**What is required**
An exact restatement of all the data is required, with the pictures left out.

[Saved data entries]
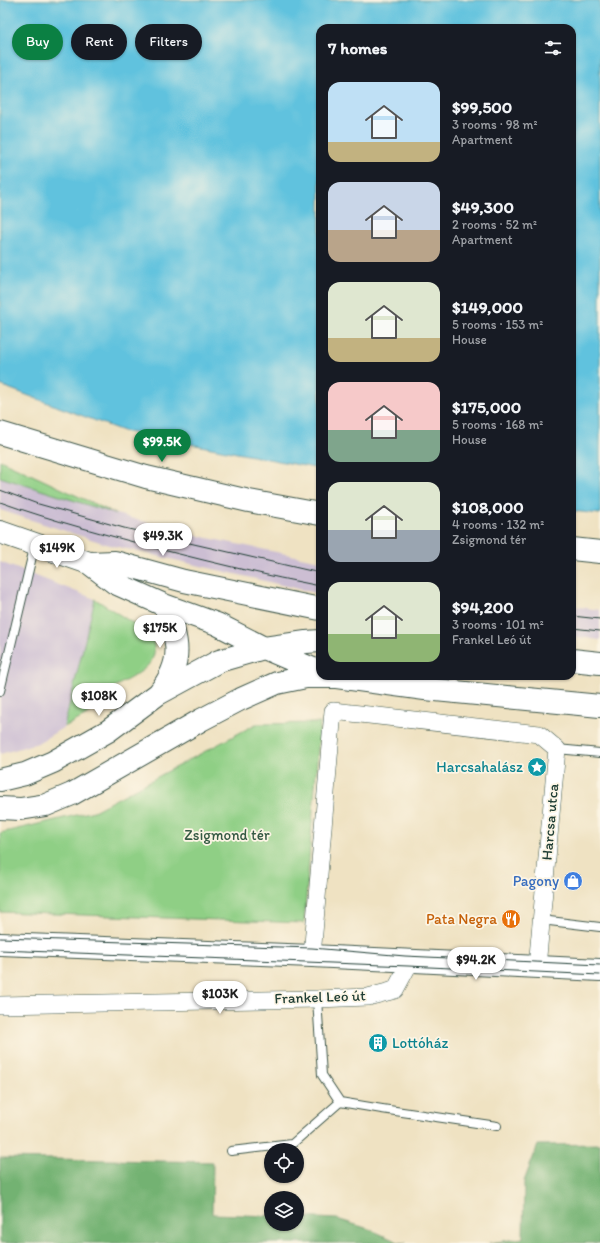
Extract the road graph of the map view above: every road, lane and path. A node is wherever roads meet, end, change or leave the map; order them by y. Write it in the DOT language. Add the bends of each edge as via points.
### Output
graph roads {
  1 [pos="0,433"];
  2 [pos="316,513"];
  3 [pos="0,532"];
  4 [pos="35,544"];
  5 [pos="576,549"];
  6 [pos="600,552"];
  7 [pos="90,563"];
  8 [pos="164,605"];
  9 [pos="316,608"];
  10 [pos="316,641"];
  11 [pos="264,648"];
  12 [pos="576,661"];
  13 [pos="600,664"];
  14 [pos="316,670"];
  15 [pos="316,676"];
  16 [pos="362,680"];
  17 [pos="0,691"];
  18 [pos="158,694"];
  19 [pos="600,706"];
  20 [pos="557,749"];
  21 [pos="600,753"];
  22 [pos="0,780"];
  23 [pos="0,808"];
  24 [pos="541,920"];
  25 [pos="600,927"];
  26 [pos="0,944"];
  27 [pos="312,956"];
  28 [pos="417,962"];
  29 [pos="537,967"];
  30 [pos="600,970"];
  31 [pos="316,999"];
  32 [pos="0,1005"];
  33 [pos="340,1102"];
  34 [pos="497,1126"];
  35 [pos="231,1151"];
  1 -- 2 [label="main road" via="146,477"];
  3 -- 4 [label="main road"];
  4 -- 7 [label="main road"];
  4 -- 17 [label="lane"];
  5 -- 6 [label="main road"];
  7 -- 8 [label="main road" via="115,583"];
  7 -- 9 [label="main road" via="115,562 184,580"];
  8 -- 11 [label="main road" via="217,624"];
  8 -- 18 [label="main road" via="173,625 177,648 169,680"];
  10 -- 11 [label="main road"];
  11 -- 14 [label="main road"];
  11 -- 18 [label="main road" via="219,661"];
  12 -- 13 [label="main road"];
  15 -- 23 [label="main road" via="277,684 241,700 72,794 46,805 20,809"];
  16 -- 19 [label="main road" via="425,689"];
  18 -- 22 [label="main road" via="108,731 53,762 25,774"];
  20 -- 21 [label="lane"];
  20 -- 24 [label="street, Harcsa utca"];
  20 -- 27 [label="street" via="539,734 333,711"];
  24 -- 25 [label="lane"];
  24 -- 29 [label="street, Harcsa utca"];
  26 -- 27 [label="main road"];
  27 -- 28 [label="main road"];
  28 -- 29 [label="main road"];
  28 -- 31 [label="street, Frankel Leó út" via="408,966 395,990 368,997"];
  29 -- 30 [label="main road"];
  31 -- 32 [label="street, Frankel Leó út"];
  31 -- 33 [label="lane" via="322,1075"];
  33 -- 34 [label="lane"];
  33 -- 35 [label="lane" via="292,1144"];
}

**Answer area**
Extract the road graph of the map view above: every road, lane and path. A node is wherever roads meet, end, change or leave the map; order them by y. Write it in the DOT language. Add the bends of each edge as via points.
### Output
graph roads {
  1 [pos="0,433"];
  2 [pos="316,513"];
  3 [pos="0,532"];
  4 [pos="35,544"];
  5 [pos="576,549"];
  6 [pos="600,552"];
  7 [pos="90,563"];
  8 [pos="164,605"];
  9 [pos="316,608"];
  10 [pos="316,641"];
  11 [pos="264,648"];
  12 [pos="576,661"];
  13 [pos="600,664"];
  14 [pos="316,670"];
  15 [pos="316,676"];
  16 [pos="362,680"];
  17 [pos="0,691"];
  18 [pos="158,694"];
  19 [pos="600,706"];
  20 [pos="557,749"];
  21 [pos="600,753"];
  22 [pos="0,780"];
  23 [pos="0,808"];
  24 [pos="541,920"];
  25 [pos="600,927"];
  26 [pos="0,944"];
  27 [pos="312,956"];
  28 [pos="417,962"];
  29 [pos="537,967"];
  30 [pos="600,970"];
  31 [pos="316,999"];
  32 [pos="0,1005"];
  33 [pos="340,1102"];
  34 [pos="497,1126"];
  35 [pos="231,1151"];
  1 -- 2 [label="main road" via="146,477"];
  3 -- 4 [label="main road"];
  4 -- 7 [label="main road"];
  4 -- 17 [label="lane"];
  5 -- 6 [label="main road"];
  7 -- 8 [label="main road" via="115,583"];
  7 -- 9 [label="main road" via="115,562 184,580"];
  8 -- 11 [label="main road" via="217,624"];
  8 -- 18 [label="main road" via="173,625 177,648 169,680"];
  10 -- 11 [label="main road"];
  11 -- 14 [label="main road"];
  11 -- 18 [label="main road" via="219,661"];
  12 -- 13 [label="main road"];
  15 -- 23 [label="main road" via="277,684 241,700 72,794 46,805 20,809"];
  16 -- 19 [label="main road" via="425,689"];
  18 -- 22 [label="main road" via="108,731 53,762 25,774"];
  20 -- 21 [label="lane"];
  20 -- 24 [label="street, Harcsa utca"];
  20 -- 27 [label="street" via="539,734 333,711"];
  24 -- 25 [label="lane"];
  24 -- 29 [label="street, Harcsa utca"];
  26 -- 27 [label="main road"];
  27 -- 28 [label="main road"];
  28 -- 29 [label="main road"];
  28 -- 31 [label="street, Frankel Leó út" via="408,966 395,990 368,997"];
  29 -- 30 [label="main road"];
  31 -- 32 [label="street, Frankel Leó út"];
  31 -- 33 [label="lane" via="322,1075"];
  33 -- 34 [label="lane"];
  33 -- 35 [label="lane" via="292,1144"];
}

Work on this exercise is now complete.